A way to tell a JupyterHub to run users with a specific image
This can be done with just docker, and will enable us to build a true ‘Littlest BinderHub’, providing the entire functionality of BinderHub but within a single VM. This has a couple advantages:
Makes it infinitely easier to run a BinderHub that you don’t expect a lot of traffic for (esp. when used with Auth)
Enable abstraction that would make BinderHub usable in broader contexts in the future, such as on HPC machines
I’ve laid out a pathway for how to get there in the issue, and am slowly working on it. Please comment here on discourse if this is something you will be interested in, and on the GitHub issue if you have opinions on how this should be accomplished.

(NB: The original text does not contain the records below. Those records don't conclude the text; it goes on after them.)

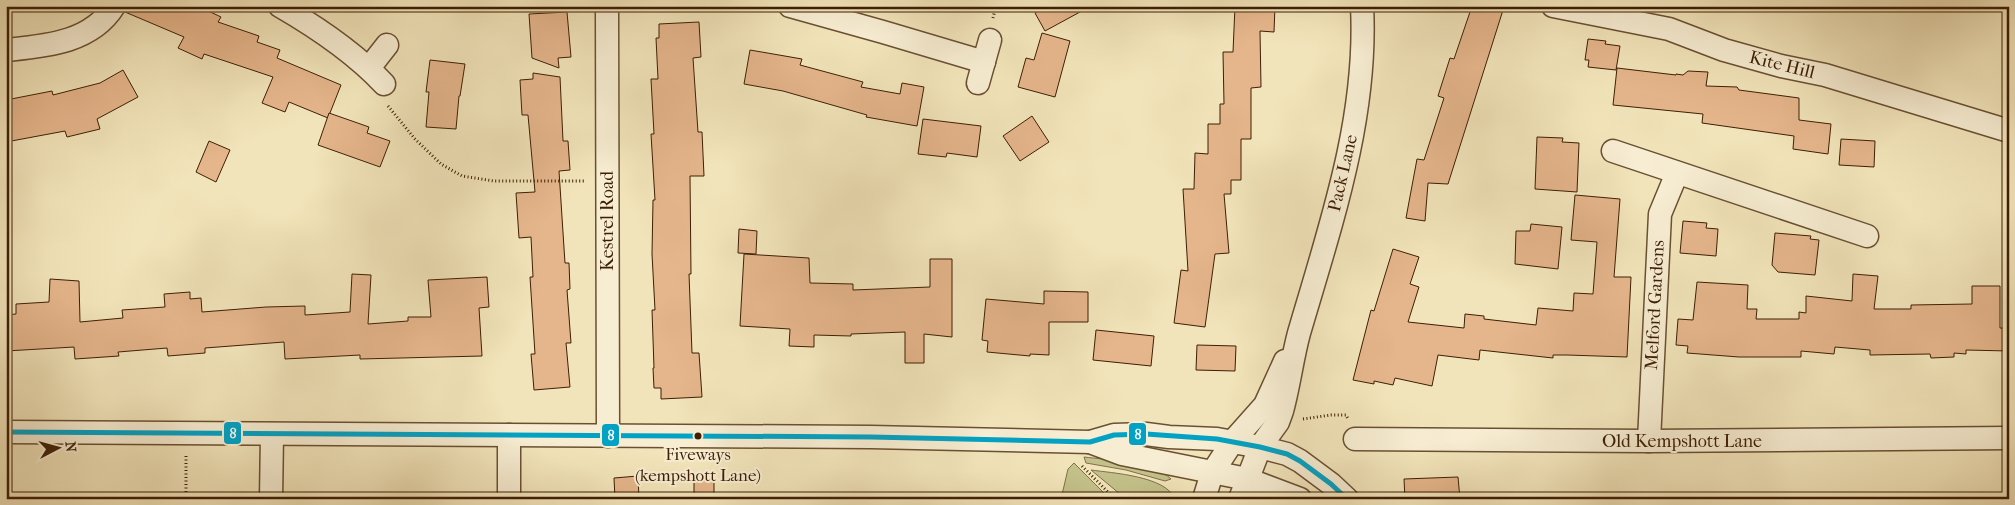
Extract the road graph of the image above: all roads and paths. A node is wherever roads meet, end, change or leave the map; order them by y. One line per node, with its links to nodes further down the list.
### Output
1 (114, 6): 9 (street)
2 (280, 6): 10 (street)
3 (607, 6): 14 (street, Kestrel Road)
4 (790, 6): 7 (street)
5 (1362, 6): 16 (street, Pack Lane)
6 (1553, 6): 11 (street, Kite Hill)
7 (990, 40)
8 (387, 45): 10 (street)
9 (6, 50)
10 (377, 76): 14 (path)
11 (2009, 131)
12 (1613, 151): 13 (street)
13 (1677, 173): 15 (street); 27 (street, Melford Gardens)
14 (607, 181): 22 (street, Kestrel Road)
15 (1867, 236)
16 (1299, 336): 25 (street, Pack Lane); 28 (street, Pack Lane)
17 (1306, 417): 24 (path)
18 (6, 432): 19 (street)
19 (186, 433): 20 (street); 32 (path)
20 (272, 434): 21 (street); 33 (street)
21 (509, 435): 22 (street); 34 (street)
22 (608, 436): 26 (street)
23 (2009, 438): 27 (street, Old Kempshott Lane)
24 (1355, 439): 27 (street, Old Kempshott Lane)
25 (1233, 441): 26 (street); 28 (street); 30 (street, Pack Lane)
26 (1090, 442): 30 (street)
27 (1649, 442)
28 (1260, 447): 31 (street, Pack Lane); 38 (street)
29 (1082, 465): 35 (path)
30 (1212, 473): 31 (street); 36 (street, Pack Lane)
31 (1243, 489): 37 (street)
32 (186, 499)
33 (271, 499)
34 (508, 499)
35 (1115, 499)
36 (1204, 499)
37 (1300, 499)
38 (1347, 499)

Yes - this will be running the BinderHub software (that powers mybinder.org) directly. tljh-repo2docker uses repo2docker directly and has its own UI instead.
For a distribution, I’d imagine this would get deployed as two docker containers. Should be pretty easy to wrap the container deploys in ansible.
For a lot of edu use cases, I could see this being really hard in orgs where it might be institutionally difficult to to get k8s support but achievable to run a service from a single container.
With such a server, it’d presumably be easy enough to lock it down to run just a single whitelisted repo, or one of a few whitelisted services, ideally from a really simple list of whitelisted repo URLs?
Hmmm… what permissions are required to launch a container from another docker container?The same permissions would presumably apply to launching a set of linked containers using docker-compose? I think docker-compose has just been bumped up to a first class member of the docker CLI (docs). Binderhub doesn’t do docker compose, I think? I’m guessing repo2docker doesn’t either? But if a docker-compose.yml file was referring to separate images build from different subdirs, I guess that you just mean calling repo2docker on each then running them via docker-compose. So repo2docker would have to parse the docker-compose.yml to look for build: steps?
indeed… there’s a lot of stuff that could just be done by ansible, though i’ve struggled to keep track of the current state of things with their package reorg.
On the repo front, an in-house binder could be much more aware of where it’s pulling stuff, e.g. actually use API calls in the UI to autocomplete repo/branch names.
I think this again raises the question of whether repo2x might be solved for more than x=docker. In some HPC settings, for example, the docker play might be substantially more complicated, where they have slurm|whatever and that’s the way they likes it. Somebody mentioned a packer-based approach, which has a lot of legs, as it can target just about anything (including docker).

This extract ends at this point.